## [Activity]
Lines holding the string "Özkan" are the ones to copy from this listing.

## [Given records]
>>
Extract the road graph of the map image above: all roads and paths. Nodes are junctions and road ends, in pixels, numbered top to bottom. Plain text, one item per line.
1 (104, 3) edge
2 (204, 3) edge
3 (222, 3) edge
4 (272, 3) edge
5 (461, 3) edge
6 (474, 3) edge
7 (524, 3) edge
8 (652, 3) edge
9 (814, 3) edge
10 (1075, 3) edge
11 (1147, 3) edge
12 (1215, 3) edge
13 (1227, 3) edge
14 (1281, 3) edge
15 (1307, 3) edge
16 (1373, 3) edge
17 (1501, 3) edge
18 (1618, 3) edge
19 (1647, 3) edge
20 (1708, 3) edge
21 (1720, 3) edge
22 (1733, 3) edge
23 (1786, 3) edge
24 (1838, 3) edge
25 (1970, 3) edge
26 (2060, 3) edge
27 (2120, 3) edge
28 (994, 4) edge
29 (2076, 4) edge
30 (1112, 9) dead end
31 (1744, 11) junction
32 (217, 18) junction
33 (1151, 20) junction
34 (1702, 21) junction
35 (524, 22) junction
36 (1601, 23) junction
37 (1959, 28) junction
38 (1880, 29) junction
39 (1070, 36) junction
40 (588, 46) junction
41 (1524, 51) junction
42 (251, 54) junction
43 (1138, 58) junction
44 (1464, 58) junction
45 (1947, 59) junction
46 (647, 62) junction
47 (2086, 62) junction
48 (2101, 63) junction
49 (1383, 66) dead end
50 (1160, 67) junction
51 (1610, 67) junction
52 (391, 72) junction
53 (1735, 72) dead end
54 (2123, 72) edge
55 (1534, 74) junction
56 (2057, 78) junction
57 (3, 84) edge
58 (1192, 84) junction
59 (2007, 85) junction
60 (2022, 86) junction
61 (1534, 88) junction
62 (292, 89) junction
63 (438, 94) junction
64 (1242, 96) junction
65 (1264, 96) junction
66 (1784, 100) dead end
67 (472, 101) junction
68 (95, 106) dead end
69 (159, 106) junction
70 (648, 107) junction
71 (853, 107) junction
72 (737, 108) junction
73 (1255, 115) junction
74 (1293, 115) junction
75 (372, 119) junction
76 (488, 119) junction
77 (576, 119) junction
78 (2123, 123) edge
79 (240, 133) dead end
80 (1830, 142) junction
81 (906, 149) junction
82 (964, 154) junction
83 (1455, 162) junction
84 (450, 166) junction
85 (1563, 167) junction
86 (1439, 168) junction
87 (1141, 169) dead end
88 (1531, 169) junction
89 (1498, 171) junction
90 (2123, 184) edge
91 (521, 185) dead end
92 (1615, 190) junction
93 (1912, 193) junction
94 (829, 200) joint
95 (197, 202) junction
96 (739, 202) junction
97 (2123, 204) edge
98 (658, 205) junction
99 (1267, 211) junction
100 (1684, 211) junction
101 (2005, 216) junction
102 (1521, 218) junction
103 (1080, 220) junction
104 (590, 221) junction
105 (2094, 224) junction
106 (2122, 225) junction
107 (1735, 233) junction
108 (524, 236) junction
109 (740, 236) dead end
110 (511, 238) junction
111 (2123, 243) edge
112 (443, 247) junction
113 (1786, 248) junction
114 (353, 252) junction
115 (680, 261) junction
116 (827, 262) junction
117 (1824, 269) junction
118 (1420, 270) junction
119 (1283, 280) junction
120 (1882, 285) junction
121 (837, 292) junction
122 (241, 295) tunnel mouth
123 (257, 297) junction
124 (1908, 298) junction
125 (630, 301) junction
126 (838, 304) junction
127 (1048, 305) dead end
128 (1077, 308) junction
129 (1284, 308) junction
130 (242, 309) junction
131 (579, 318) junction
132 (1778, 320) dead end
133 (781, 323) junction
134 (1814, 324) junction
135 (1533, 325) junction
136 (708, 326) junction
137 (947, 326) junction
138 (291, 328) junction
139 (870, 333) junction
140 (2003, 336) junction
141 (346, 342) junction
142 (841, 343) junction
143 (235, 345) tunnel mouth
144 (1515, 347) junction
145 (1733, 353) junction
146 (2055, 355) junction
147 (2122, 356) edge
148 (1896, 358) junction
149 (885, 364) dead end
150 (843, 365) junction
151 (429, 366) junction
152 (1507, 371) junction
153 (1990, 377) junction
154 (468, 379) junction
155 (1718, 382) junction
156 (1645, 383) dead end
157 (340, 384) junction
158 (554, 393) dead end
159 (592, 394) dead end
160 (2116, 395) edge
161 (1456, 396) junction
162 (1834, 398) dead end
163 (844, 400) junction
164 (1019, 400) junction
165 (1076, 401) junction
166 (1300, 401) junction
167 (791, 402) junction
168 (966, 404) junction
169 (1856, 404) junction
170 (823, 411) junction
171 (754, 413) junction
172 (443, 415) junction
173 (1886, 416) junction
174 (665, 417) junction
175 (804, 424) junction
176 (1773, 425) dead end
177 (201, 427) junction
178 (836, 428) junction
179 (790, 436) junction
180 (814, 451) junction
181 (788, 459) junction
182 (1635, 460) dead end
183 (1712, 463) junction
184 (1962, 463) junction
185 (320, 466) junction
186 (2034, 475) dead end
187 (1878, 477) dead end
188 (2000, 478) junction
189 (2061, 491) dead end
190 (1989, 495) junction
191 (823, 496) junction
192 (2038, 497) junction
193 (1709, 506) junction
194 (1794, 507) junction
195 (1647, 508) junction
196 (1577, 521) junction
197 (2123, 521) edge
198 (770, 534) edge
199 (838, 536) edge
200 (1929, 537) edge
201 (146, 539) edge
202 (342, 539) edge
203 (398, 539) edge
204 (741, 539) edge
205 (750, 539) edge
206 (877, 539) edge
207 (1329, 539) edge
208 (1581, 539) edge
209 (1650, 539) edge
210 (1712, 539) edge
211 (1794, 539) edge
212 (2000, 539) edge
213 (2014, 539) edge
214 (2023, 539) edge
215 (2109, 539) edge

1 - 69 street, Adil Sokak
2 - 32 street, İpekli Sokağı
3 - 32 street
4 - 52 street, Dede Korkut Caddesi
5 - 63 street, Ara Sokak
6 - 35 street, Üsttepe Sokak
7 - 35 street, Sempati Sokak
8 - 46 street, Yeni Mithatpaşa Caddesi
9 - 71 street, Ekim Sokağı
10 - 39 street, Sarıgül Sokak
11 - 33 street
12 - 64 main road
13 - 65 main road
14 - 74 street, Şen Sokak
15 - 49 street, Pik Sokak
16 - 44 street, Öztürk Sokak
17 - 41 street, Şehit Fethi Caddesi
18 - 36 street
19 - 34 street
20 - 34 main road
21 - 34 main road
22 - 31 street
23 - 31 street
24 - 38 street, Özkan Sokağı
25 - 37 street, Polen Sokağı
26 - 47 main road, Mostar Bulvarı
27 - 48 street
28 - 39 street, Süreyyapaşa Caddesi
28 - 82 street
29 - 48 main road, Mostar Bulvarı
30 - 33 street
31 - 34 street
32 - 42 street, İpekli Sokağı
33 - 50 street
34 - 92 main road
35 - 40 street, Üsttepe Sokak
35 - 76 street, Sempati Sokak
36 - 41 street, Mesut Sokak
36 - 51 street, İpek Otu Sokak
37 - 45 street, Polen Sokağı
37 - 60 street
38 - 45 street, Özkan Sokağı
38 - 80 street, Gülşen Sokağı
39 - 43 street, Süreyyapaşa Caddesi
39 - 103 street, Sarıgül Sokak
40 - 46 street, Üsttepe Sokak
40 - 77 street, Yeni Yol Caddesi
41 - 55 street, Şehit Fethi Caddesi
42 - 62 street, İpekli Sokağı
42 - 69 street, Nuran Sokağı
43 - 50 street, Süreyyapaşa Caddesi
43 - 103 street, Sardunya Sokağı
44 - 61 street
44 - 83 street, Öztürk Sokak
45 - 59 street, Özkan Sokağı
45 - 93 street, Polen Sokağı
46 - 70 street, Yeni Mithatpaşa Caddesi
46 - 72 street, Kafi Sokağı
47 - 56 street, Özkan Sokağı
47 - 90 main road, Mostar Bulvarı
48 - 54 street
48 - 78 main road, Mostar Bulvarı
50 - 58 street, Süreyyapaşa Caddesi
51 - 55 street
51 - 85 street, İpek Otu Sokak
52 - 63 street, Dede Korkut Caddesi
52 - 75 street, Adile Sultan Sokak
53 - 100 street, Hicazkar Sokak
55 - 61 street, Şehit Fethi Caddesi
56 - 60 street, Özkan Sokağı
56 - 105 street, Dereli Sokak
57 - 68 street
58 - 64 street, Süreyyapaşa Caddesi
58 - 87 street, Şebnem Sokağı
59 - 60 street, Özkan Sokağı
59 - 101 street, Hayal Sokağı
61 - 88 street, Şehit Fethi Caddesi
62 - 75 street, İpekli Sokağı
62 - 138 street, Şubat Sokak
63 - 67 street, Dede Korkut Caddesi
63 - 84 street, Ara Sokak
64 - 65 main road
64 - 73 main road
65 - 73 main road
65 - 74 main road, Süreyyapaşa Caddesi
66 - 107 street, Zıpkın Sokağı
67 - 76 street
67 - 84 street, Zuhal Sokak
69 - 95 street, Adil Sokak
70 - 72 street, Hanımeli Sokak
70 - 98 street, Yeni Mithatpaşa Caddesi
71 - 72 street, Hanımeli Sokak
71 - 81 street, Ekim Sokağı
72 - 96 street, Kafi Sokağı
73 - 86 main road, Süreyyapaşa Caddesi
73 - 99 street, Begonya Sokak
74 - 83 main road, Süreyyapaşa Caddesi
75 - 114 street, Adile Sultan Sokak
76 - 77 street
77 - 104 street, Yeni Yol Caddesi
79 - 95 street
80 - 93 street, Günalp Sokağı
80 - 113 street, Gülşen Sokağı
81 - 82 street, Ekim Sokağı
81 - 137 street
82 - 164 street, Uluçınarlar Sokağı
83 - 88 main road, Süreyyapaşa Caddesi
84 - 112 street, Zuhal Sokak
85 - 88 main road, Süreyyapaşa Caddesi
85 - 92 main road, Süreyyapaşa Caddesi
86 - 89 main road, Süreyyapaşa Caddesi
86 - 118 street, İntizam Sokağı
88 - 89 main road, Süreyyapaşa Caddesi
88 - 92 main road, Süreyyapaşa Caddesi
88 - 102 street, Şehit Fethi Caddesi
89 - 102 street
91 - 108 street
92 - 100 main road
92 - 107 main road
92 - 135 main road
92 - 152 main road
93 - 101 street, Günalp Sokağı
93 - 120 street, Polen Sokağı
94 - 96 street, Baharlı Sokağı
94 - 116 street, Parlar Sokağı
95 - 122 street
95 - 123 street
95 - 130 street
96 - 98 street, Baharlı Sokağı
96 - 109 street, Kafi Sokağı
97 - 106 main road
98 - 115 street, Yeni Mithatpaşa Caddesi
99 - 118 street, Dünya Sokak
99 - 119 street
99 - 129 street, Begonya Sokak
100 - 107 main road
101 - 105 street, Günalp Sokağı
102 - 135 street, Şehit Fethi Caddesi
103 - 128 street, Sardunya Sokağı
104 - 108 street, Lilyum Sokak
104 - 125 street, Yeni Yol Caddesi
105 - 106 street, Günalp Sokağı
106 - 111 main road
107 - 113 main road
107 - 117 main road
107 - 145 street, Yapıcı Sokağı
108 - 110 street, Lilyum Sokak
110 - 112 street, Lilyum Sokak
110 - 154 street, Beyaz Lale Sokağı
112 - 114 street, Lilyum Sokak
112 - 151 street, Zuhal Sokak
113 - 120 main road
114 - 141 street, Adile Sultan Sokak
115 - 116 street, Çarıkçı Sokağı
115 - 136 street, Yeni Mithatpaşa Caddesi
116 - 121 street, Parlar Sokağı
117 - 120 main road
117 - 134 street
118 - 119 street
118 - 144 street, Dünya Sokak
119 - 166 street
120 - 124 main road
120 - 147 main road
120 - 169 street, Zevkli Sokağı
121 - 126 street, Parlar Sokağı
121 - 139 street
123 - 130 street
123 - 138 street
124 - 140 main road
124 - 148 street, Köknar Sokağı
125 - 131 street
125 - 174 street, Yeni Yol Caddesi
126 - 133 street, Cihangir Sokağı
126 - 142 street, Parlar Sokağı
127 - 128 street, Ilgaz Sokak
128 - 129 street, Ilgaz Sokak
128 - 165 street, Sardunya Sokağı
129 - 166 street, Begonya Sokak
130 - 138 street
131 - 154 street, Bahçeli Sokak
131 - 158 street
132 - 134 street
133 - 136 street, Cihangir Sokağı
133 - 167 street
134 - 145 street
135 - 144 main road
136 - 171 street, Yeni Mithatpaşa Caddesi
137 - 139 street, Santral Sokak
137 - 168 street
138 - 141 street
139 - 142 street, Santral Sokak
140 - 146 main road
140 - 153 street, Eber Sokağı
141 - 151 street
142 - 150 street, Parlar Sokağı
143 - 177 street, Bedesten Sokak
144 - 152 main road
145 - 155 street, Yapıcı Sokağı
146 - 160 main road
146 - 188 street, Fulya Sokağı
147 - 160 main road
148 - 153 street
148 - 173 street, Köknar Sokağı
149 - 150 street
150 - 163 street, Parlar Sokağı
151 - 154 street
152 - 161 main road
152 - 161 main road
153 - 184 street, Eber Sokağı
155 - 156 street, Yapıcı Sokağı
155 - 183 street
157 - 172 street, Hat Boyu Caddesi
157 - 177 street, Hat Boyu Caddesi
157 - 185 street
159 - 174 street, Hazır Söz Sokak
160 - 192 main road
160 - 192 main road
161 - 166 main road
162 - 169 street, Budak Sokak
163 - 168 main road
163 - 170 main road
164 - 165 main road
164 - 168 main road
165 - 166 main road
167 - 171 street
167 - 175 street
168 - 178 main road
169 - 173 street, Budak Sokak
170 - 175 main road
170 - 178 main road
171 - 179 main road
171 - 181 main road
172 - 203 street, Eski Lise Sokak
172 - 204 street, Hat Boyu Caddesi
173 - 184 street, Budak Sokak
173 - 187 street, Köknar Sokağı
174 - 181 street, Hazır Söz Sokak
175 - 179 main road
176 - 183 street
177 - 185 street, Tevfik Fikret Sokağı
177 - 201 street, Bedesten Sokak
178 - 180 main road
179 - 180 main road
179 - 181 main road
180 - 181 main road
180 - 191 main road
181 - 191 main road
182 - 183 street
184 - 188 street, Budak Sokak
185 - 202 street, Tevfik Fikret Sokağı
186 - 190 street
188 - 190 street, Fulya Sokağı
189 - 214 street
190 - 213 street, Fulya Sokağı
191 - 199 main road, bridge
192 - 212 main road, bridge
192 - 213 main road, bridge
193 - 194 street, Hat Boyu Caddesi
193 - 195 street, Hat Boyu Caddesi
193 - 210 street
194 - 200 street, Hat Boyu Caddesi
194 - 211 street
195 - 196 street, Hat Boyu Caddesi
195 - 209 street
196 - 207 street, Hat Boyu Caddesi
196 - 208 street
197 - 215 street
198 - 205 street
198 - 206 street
<<
## [Answer below]
24 - 38 street, Özkan Sokağı
38 - 45 street, Özkan Sokağı
45 - 59 street, Özkan Sokağı
47 - 56 street, Özkan Sokağı
56 - 60 street, Özkan Sokağı
59 - 60 street, Özkan Sokağı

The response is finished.